___ Provided entries
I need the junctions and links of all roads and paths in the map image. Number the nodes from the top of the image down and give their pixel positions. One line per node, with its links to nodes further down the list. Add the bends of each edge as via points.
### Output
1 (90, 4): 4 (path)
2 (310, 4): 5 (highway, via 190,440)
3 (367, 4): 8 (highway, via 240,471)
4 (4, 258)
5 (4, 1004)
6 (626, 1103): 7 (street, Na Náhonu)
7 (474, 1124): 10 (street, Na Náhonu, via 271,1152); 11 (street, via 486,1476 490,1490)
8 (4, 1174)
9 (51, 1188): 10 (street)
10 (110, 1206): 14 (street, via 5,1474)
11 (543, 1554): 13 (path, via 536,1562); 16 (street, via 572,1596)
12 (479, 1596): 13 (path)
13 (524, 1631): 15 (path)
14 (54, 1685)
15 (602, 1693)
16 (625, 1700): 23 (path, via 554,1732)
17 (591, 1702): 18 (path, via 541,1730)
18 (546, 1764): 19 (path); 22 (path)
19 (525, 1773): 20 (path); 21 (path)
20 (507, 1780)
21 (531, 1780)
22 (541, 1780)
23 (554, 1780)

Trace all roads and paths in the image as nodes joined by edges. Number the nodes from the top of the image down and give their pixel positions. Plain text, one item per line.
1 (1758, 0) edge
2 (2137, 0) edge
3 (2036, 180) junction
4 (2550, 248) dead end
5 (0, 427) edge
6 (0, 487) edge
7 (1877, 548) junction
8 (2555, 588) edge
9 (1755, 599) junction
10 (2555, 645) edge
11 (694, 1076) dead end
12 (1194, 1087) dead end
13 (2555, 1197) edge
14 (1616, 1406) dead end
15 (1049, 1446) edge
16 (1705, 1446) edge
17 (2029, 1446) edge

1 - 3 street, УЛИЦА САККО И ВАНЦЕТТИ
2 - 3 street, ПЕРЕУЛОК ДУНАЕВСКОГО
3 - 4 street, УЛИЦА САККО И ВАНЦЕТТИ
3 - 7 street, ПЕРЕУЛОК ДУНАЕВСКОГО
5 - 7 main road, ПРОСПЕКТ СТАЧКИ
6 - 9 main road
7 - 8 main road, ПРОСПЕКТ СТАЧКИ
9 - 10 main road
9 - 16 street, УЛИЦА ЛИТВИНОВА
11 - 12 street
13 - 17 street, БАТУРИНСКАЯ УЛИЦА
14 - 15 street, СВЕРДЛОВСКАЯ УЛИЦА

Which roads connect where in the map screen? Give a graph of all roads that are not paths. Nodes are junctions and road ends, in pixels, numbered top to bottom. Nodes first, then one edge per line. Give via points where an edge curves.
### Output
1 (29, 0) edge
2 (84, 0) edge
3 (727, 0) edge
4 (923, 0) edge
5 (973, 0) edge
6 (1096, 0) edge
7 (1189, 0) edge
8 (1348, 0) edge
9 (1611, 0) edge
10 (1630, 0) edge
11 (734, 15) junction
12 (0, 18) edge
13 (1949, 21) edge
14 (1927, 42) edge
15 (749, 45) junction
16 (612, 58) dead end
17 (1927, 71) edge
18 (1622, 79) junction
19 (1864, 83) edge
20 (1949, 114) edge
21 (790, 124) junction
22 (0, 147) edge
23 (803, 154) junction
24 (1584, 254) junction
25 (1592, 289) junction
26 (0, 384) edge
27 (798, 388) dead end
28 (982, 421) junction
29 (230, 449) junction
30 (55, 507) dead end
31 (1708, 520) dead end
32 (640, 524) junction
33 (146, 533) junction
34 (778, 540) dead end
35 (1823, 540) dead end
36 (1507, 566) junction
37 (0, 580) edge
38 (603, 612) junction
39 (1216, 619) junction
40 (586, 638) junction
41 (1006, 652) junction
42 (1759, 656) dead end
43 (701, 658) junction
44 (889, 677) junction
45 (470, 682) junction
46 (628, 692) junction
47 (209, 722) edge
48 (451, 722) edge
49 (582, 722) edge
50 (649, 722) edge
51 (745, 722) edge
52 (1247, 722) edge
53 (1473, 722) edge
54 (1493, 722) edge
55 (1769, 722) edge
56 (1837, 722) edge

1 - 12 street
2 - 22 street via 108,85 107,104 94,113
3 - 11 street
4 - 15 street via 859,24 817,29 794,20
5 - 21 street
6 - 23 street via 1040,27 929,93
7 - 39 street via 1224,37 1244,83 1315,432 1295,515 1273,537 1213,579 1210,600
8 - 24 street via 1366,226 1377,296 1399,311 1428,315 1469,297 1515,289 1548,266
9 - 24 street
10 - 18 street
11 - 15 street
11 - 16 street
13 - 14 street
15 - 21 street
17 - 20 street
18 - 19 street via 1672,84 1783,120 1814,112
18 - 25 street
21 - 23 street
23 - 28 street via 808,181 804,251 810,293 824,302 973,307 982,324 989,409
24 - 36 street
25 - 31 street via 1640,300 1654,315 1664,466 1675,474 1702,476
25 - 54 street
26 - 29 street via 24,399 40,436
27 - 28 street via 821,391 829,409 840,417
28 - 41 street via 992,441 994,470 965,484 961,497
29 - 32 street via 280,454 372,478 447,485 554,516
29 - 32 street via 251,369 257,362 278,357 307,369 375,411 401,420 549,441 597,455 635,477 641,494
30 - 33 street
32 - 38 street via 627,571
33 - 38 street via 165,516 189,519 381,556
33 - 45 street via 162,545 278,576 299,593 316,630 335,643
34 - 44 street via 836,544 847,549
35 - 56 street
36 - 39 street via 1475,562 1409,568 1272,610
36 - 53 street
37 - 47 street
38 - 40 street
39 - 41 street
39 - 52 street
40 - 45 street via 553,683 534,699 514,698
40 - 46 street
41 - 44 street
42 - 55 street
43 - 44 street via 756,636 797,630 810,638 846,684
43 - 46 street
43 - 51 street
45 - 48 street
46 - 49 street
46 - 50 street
______
Directions: Would you retype exactly the lines above, from the line with "Trace all roads" to the line with "Which roads connect", with both end lines kept and nothing more?

Answer box:
Trace all roads and paths in the image as nodes joined by edges. Number the nodes from the top of the image down and give their pixel positions. Plain text, one item per line.
1 (1758, 0) edge
2 (2137, 0) edge
3 (2036, 180) junction
4 (2550, 248) dead end
5 (0, 427) edge
6 (0, 487) edge
7 (1877, 548) junction
8 (2555, 588) edge
9 (1755, 599) junction
10 (2555, 645) edge
11 (694, 1076) dead end
12 (1194, 1087) dead end
13 (2555, 1197) edge
14 (1616, 1406) dead end
15 (1049, 1446) edge
16 (1705, 1446) edge
17 (2029, 1446) edge

1 - 3 street, УЛИЦА САККО И ВАНЦЕТТИ
2 - 3 street, ПЕРЕУЛОК ДУНАЕВСКОГО
3 - 4 street, УЛИЦА САККО И ВАНЦЕТТИ
3 - 7 street, ПЕРЕУЛОК ДУНАЕВСКОГО
5 - 7 main road, ПРОСПЕКТ СТАЧКИ
6 - 9 main road
7 - 8 main road, ПРОСПЕКТ СТАЧКИ
9 - 10 main road
9 - 16 street, УЛИЦА ЛИТВИНОВА
11 - 12 street
13 - 17 street, БАТУРИНСКАЯ УЛИЦА
14 - 15 street, СВЕРДЛОВСКАЯ УЛИЦА

Which roads connect where in the map screen? Give a graph of all roads that are not paths. Nodes are junctions and road ends, in pixels, numbered top to bottom. Nodes first, then one edge per line. Give via points where an edge curves.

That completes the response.